Available data:
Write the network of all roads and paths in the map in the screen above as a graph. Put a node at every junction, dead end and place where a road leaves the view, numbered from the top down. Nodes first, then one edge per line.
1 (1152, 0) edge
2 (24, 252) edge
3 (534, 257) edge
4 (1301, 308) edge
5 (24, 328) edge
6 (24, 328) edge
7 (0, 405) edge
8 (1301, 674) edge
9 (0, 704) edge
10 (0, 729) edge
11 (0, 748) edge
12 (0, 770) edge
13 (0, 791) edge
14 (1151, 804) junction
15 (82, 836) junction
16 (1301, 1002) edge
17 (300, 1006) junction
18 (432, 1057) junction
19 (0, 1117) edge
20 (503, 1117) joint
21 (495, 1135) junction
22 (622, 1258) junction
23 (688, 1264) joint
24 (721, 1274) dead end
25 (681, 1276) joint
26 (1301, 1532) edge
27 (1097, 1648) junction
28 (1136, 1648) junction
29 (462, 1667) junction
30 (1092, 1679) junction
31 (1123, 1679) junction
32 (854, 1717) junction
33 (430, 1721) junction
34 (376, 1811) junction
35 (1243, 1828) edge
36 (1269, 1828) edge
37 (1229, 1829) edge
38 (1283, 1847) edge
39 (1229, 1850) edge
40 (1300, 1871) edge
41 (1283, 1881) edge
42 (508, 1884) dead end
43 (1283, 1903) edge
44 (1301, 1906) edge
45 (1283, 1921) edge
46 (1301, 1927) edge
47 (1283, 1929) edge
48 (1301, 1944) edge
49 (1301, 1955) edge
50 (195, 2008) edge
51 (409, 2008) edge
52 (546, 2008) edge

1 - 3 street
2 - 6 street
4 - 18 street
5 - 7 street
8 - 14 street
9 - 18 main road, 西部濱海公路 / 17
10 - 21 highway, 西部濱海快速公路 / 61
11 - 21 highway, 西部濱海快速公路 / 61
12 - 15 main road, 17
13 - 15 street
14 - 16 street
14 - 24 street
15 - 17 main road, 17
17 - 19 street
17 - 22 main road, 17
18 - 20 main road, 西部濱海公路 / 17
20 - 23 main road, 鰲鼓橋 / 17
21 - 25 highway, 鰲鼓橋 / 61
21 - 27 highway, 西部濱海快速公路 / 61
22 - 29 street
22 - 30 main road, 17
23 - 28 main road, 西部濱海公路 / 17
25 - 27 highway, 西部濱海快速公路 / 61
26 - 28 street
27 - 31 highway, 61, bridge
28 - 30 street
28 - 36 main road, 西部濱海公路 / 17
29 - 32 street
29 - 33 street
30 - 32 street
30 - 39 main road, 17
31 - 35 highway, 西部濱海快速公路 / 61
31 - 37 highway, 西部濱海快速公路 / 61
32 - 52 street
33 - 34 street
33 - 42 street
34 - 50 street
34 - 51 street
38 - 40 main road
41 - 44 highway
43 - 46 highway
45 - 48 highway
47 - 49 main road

Exercise directions: Copy all of the listing above exactly, please.

Result of this task:
Write the network of all roads and paths in the map in the screen above as a graph. Put a node at every junction, dead end and place where a road leaves the view, numbered from the top down. Nodes first, then one edge per line.
1 (1152, 0) edge
2 (24, 252) edge
3 (534, 257) edge
4 (1301, 308) edge
5 (24, 328) edge
6 (24, 328) edge
7 (0, 405) edge
8 (1301, 674) edge
9 (0, 704) edge
10 (0, 729) edge
11 (0, 748) edge
12 (0, 770) edge
13 (0, 791) edge
14 (1151, 804) junction
15 (82, 836) junction
16 (1301, 1002) edge
17 (300, 1006) junction
18 (432, 1057) junction
19 (0, 1117) edge
20 (503, 1117) joint
21 (495, 1135) junction
22 (622, 1258) junction
23 (688, 1264) joint
24 (721, 1274) dead end
25 (681, 1276) joint
26 (1301, 1532) edge
27 (1097, 1648) junction
28 (1136, 1648) junction
29 (462, 1667) junction
30 (1092, 1679) junction
31 (1123, 1679) junction
32 (854, 1717) junction
33 (430, 1721) junction
34 (376, 1811) junction
35 (1243, 1828) edge
36 (1269, 1828) edge
37 (1229, 1829) edge
38 (1283, 1847) edge
39 (1229, 1850) edge
40 (1300, 1871) edge
41 (1283, 1881) edge
42 (508, 1884) dead end
43 (1283, 1903) edge
44 (1301, 1906) edge
45 (1283, 1921) edge
46 (1301, 1927) edge
47 (1283, 1929) edge
48 (1301, 1944) edge
49 (1301, 1955) edge
50 (195, 2008) edge
51 (409, 2008) edge
52 (546, 2008) edge

1 - 3 street
2 - 6 street
4 - 18 street
5 - 7 street
8 - 14 street
9 - 18 main road, 西部濱海公路 / 17
10 - 21 highway, 西部濱海快速公路 / 61
11 - 21 highway, 西部濱海快速公路 / 61
12 - 15 main road, 17
13 - 15 street
14 - 16 street
14 - 24 street
15 - 17 main road, 17
17 - 19 street
17 - 22 main road, 17
18 - 20 main road, 西部濱海公路 / 17
20 - 23 main road, 鰲鼓橋 / 17
21 - 25 highway, 鰲鼓橋 / 61
21 - 27 highway, 西部濱海快速公路 / 61
22 - 29 street
22 - 30 main road, 17
23 - 28 main road, 西部濱海公路 / 17
25 - 27 highway, 西部濱海快速公路 / 61
26 - 28 street
27 - 31 highway, 61, bridge
28 - 30 street
28 - 36 main road, 西部濱海公路 / 17
29 - 32 street
29 - 33 street
30 - 32 street
30 - 39 main road, 17
31 - 35 highway, 西部濱海快速公路 / 61
31 - 37 highway, 西部濱海快速公路 / 61
32 - 52 street
33 - 34 street
33 - 42 street
34 - 50 street
34 - 51 street
38 - 40 main road
41 - 44 highway
43 - 46 highway
45 - 48 highway
47 - 49 main road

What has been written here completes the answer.